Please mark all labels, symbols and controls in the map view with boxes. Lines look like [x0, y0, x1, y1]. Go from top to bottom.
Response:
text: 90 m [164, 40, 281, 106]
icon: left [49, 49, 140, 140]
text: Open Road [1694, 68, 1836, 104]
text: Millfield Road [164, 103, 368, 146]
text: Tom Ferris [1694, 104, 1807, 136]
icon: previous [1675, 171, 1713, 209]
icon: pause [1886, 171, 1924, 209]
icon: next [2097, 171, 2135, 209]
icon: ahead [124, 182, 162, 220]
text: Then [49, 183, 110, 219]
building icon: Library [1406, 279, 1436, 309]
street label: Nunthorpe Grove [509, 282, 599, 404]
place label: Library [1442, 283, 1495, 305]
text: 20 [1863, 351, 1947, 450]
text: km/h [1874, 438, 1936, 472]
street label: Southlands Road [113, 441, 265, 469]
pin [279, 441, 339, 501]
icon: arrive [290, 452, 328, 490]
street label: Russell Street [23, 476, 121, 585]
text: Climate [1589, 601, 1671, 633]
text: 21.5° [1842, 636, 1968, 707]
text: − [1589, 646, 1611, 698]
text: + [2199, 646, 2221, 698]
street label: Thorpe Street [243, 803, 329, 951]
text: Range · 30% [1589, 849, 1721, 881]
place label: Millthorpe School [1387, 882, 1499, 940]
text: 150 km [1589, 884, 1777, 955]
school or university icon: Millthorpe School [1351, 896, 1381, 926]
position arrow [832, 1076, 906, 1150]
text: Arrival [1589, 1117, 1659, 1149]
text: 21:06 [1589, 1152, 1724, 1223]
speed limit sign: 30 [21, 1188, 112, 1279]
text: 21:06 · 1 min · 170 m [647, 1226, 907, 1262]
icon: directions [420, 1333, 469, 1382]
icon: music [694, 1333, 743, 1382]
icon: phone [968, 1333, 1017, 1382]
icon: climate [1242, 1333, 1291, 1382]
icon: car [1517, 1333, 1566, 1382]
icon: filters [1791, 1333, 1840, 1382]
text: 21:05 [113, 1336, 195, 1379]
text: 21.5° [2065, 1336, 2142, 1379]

= = = = = = =

**WHAT YOU HAVE TO DO:** Write out all the records again, exactly as they appear.

**ANSWER AREA:**
Please mark all labels, symbols and controls in the map view with boxes. Lines look like [x0, y0, x1, y1]. Go from top to bottom.
Response:
text: 90 m [164, 40, 281, 106]
icon: left [49, 49, 140, 140]
text: Open Road [1694, 68, 1836, 104]
text: Millfield Road [164, 103, 368, 146]
text: Tom Ferris [1694, 104, 1807, 136]
icon: previous [1675, 171, 1713, 209]
icon: pause [1886, 171, 1924, 209]
icon: next [2097, 171, 2135, 209]
icon: ahead [124, 182, 162, 220]
text: Then [49, 183, 110, 219]
building icon: Library [1406, 279, 1436, 309]
street label: Nunthorpe Grove [509, 282, 599, 404]
place label: Library [1442, 283, 1495, 305]
text: 20 [1863, 351, 1947, 450]
text: km/h [1874, 438, 1936, 472]
street label: Southlands Road [113, 441, 265, 469]
pin [279, 441, 339, 501]
icon: arrive [290, 452, 328, 490]
street label: Russell Street [23, 476, 121, 585]
text: Climate [1589, 601, 1671, 633]
text: 21.5° [1842, 636, 1968, 707]
text: − [1589, 646, 1611, 698]
text: + [2199, 646, 2221, 698]
street label: Thorpe Street [243, 803, 329, 951]
text: Range · 30% [1589, 849, 1721, 881]
place label: Millthorpe School [1387, 882, 1499, 940]
text: 150 km [1589, 884, 1777, 955]
school or university icon: Millthorpe School [1351, 896, 1381, 926]
position arrow [832, 1076, 906, 1150]
text: Arrival [1589, 1117, 1659, 1149]
text: 21:06 [1589, 1152, 1724, 1223]
speed limit sign: 30 [21, 1188, 112, 1279]
text: 21:06 · 1 min · 170 m [647, 1226, 907, 1262]
icon: directions [420, 1333, 469, 1382]
icon: music [694, 1333, 743, 1382]
icon: phone [968, 1333, 1017, 1382]
icon: climate [1242, 1333, 1291, 1382]
icon: car [1517, 1333, 1566, 1382]
icon: filters [1791, 1333, 1840, 1382]
text: 21:05 [113, 1336, 195, 1379]
text: 21.5° [2065, 1336, 2142, 1379]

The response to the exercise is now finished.